=== Work task ===
Please count the lines below that contain the word "SOUTHEAST", and reply with that number alone.

=== Records for the exercise ===
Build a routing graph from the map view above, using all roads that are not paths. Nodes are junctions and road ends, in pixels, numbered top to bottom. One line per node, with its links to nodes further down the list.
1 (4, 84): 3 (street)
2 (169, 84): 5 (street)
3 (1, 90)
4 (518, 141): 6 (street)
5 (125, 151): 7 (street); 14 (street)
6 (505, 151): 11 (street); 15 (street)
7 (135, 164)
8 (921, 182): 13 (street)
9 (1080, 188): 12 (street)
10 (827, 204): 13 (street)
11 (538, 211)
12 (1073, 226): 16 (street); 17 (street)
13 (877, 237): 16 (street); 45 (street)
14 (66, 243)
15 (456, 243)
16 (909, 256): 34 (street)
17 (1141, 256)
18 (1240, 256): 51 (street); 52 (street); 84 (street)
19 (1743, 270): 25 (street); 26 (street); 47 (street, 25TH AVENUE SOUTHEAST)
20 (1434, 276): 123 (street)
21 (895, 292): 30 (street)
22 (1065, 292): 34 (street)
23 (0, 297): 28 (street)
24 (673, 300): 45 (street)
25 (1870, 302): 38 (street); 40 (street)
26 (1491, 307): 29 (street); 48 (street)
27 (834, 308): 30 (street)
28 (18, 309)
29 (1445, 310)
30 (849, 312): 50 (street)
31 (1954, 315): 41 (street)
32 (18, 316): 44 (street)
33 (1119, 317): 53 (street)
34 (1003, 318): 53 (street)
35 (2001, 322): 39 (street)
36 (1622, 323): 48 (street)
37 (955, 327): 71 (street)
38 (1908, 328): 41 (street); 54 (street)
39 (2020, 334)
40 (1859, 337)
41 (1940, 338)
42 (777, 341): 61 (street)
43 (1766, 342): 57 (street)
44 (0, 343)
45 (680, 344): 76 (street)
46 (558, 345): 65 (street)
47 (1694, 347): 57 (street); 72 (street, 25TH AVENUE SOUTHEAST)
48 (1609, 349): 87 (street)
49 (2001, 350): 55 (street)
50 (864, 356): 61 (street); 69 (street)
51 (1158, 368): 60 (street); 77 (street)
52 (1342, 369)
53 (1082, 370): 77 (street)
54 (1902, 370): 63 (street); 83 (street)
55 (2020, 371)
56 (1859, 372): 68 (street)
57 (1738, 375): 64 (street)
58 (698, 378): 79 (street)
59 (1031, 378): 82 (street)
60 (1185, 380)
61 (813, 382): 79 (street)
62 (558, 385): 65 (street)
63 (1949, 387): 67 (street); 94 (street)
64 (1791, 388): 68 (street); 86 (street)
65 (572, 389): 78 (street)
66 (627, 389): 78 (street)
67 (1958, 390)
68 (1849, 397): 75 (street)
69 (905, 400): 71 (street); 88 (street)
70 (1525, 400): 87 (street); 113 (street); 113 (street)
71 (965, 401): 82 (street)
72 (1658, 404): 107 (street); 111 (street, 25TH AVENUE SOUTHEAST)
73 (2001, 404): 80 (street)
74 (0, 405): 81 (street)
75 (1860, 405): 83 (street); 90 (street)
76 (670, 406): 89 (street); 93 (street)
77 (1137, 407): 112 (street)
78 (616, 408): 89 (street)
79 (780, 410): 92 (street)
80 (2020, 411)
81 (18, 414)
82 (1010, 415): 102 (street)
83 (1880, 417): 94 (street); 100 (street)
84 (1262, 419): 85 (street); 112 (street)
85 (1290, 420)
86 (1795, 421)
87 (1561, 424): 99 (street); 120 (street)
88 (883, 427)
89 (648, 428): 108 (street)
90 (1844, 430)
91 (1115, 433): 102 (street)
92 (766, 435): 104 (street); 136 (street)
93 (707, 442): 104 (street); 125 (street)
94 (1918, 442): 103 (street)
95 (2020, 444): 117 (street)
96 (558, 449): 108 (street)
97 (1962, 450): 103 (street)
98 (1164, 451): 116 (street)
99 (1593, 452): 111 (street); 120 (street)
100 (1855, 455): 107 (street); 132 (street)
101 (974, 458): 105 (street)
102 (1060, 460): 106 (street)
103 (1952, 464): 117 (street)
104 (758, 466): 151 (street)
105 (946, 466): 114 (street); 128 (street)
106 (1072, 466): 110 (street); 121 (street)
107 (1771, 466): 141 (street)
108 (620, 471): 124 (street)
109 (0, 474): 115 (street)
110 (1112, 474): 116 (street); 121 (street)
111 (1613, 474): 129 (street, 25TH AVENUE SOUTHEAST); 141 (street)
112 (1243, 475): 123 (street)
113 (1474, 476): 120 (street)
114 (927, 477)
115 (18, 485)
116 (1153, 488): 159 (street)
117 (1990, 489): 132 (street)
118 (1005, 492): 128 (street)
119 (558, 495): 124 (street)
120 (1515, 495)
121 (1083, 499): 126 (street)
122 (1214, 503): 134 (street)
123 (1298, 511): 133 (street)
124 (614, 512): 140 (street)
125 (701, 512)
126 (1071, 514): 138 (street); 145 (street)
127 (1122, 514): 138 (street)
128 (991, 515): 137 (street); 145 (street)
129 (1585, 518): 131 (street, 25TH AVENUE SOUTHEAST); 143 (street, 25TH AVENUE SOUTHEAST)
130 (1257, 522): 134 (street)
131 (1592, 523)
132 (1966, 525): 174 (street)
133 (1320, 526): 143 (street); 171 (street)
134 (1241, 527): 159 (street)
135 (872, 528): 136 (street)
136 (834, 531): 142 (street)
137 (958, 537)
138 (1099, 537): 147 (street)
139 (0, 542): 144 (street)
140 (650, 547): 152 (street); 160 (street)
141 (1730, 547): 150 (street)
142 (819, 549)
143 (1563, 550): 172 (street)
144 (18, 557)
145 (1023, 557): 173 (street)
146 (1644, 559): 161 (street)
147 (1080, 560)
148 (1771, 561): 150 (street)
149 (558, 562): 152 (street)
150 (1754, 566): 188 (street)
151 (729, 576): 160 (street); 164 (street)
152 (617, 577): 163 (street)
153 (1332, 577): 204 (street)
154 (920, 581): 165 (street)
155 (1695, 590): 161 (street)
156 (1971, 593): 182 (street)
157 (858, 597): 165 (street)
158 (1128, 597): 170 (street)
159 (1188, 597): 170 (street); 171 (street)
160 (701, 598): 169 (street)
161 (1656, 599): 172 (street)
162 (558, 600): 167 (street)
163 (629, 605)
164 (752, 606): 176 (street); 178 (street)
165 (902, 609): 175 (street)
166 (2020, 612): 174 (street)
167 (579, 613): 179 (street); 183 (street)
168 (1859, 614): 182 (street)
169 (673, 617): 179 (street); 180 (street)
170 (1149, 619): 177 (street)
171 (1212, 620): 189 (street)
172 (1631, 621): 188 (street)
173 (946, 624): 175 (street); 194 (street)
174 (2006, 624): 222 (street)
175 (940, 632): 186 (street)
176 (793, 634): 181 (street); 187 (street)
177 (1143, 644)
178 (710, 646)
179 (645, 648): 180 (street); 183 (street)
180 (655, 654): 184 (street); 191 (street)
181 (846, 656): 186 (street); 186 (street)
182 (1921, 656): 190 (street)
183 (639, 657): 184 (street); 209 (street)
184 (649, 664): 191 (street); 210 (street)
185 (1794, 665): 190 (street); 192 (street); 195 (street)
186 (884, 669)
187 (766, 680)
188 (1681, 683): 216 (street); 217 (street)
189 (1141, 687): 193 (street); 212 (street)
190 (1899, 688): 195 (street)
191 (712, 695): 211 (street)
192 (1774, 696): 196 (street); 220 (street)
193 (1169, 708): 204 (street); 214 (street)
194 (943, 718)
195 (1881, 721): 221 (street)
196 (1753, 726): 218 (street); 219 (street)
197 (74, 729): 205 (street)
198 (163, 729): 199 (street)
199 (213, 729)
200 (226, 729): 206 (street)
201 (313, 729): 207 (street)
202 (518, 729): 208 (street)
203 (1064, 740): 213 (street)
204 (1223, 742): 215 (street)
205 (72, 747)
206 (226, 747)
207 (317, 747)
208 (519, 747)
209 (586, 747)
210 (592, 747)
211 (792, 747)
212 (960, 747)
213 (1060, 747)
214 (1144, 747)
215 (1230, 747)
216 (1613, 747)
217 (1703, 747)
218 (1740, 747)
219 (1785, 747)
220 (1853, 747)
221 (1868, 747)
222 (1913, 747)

=== Result of this task ===
5